Do long lags between end of firm quarterly and annual financial reporting periods and issuance of SEC-required financial reports (10-Q and 10-K) indicate internal firm inefficiencies and/or reluctance to disclose adverse performance? In their August 2019 paper entitled “Filing, Fast and Slow: Reporting Lag and Stock Returns”, Karim Bannouh, Derek Geng and Bas Peeters study the impact of reporting lag (number of days between the end of reporting period and filing date of the corresponding report) on future stock returns. They focus on firms with market capitalizations greater than $750 million that have deadlines of 40 days after quarter end for quarterly reports and 60 days after year end for annual reports (accelerated filers). They each month:

  1. Sort stocks into fifths, or quintiles, based on reporting lag separately for the most recent 10-K and the most recent 10-Q filings.
  2. Reform a portfolio that is long (short) the equal-weighted quintile with the shortest (longest) lags.

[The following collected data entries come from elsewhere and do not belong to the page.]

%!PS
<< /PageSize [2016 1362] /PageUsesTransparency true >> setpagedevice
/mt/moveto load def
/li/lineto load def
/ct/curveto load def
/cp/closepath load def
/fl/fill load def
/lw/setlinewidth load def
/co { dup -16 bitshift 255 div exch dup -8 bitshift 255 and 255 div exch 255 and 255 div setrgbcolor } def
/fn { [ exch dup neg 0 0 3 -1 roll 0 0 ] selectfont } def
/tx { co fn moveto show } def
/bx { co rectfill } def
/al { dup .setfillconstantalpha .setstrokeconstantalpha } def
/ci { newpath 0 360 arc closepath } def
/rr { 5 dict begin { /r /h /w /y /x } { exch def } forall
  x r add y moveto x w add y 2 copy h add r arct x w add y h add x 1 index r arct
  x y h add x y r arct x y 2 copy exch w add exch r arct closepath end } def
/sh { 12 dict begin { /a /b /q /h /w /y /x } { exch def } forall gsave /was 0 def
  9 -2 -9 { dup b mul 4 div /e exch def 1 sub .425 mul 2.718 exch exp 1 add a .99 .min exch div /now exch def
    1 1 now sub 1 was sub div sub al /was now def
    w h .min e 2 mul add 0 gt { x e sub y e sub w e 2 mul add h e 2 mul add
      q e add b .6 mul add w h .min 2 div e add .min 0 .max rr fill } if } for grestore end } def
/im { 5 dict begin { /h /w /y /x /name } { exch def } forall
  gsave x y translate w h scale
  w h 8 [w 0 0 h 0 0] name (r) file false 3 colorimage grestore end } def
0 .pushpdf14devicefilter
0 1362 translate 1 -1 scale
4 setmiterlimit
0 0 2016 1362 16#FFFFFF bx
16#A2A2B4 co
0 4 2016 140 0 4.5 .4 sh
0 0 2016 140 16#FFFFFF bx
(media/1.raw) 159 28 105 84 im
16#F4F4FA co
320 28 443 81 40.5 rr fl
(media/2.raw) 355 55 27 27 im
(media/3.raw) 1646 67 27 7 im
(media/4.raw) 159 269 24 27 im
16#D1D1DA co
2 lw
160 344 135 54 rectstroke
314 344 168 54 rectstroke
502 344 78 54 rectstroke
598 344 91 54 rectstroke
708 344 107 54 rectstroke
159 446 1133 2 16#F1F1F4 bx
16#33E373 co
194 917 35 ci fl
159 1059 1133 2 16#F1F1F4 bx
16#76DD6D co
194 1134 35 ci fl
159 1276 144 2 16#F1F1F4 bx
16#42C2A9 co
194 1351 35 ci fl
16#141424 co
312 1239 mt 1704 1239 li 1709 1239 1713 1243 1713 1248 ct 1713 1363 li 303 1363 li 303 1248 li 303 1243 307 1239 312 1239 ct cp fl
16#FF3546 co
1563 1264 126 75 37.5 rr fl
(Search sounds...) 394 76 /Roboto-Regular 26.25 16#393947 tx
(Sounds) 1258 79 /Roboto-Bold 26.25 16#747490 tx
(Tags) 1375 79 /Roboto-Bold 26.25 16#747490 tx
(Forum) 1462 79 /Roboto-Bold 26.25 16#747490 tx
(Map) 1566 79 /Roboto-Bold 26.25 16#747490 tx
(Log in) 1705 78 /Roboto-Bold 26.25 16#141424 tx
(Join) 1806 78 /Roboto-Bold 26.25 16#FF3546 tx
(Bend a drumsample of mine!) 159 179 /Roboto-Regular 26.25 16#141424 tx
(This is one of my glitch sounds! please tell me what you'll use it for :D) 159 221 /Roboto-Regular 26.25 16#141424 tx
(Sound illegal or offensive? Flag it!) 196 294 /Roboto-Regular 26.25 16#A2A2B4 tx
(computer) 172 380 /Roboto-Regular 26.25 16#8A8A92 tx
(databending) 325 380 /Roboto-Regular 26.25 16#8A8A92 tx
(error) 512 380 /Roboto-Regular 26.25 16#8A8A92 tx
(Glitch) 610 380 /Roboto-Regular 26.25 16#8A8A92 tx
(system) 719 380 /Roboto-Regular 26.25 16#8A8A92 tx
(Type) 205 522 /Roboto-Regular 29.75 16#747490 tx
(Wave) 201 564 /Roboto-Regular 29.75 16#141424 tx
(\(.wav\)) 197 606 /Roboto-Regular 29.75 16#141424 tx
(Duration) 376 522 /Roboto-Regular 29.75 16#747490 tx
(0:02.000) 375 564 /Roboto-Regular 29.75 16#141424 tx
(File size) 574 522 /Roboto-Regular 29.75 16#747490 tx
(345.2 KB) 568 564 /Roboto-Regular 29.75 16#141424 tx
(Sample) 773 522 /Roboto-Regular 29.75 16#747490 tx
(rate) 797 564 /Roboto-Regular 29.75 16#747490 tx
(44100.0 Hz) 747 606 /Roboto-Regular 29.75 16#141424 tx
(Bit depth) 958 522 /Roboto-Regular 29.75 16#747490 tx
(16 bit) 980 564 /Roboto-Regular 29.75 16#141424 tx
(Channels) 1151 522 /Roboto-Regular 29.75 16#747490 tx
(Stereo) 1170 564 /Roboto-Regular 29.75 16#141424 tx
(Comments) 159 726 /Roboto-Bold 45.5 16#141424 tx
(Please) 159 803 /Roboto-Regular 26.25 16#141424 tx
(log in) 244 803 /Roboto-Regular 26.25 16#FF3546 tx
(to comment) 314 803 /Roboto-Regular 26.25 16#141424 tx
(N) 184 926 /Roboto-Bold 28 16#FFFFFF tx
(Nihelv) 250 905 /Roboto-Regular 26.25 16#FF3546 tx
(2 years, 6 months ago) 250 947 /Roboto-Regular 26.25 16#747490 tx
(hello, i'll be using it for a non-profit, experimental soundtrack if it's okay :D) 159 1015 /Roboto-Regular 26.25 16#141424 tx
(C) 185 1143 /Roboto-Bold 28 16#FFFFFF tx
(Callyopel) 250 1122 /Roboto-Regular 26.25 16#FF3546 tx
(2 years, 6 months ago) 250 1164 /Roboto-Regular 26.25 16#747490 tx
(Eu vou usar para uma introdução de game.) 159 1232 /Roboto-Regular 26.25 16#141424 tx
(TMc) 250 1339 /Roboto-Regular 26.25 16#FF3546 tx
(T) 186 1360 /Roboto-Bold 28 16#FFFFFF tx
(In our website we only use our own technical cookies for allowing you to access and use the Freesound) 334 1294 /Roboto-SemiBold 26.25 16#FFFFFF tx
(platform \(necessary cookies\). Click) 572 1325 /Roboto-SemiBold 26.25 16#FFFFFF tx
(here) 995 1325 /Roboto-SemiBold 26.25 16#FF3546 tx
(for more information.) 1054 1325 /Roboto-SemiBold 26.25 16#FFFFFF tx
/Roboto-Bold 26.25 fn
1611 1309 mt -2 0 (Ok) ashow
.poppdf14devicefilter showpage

They measure risk-adjusted portfolio performance via monthly gross 1-factor (market), 3-factor (plus size and book-to-market) and 4-factor (plus momentum) alphas. Using 10-K and 10-Q filings from the SEC and monthly characteristics and stock returns for a broad (but groomed) sample of U.S. accelerated filers (roughly 1,500 stocks), and a comparable sample of European stocks, during 2007 through 2018 period, they find that:

  • For the full U.S. accelerated filer sample, average quarterly (annual) reporting lag decreases from 36 (60) days in 2007 to 34 (54) days in 2018. About half of firms file reports within a few days of deadlines.
  • Average monthly gross 1-factor (market), 3-factor (plus size and book-to-market) and 4-factor (plus momentum) alphas for U.S. accelerated filers are in the range 0.34%-0.36% for 10-K reports and 0.37%-0.40% for 10-Q reports. Findings are generally similar for:
    • Holding intervals up to six months.
    • Exclusion of firms that miss filing deadlines.
    • Subsamples restricted to very large firms.
    • Value weighting.
    • European stocks.
  • Long-only average monthly gross 1-factor, 3-factor and 4-factor alphas for the quintile of firms that report fastest are 0.14%-0.15%, 0.27% and 0.25%. Long-only findings are similarly robust.
  • Shorter reporting lags further relate to more positive earnings surprises, higher firm efficiency, higher similarity between subsequent reports and more positive report sentiment compared to the prior report.

In summary, evidence indicates that individual stock investors may want to focus on firms that file quarterly and annual financial reports most promptly.

Cautions regarding findings include:

  • Results are gross, not net. Accounting for monthly portfolio reformation and shorting costs would reduce returns, and shorting may not always be feasible as assumed. The study does not address portfolio turnover. Effect persistence and robustness among the largest firms mitigates this caution.
  • Portfolio development and maintenance are beyond the reach of many investors, who would bear fees for delegating to a fund manager.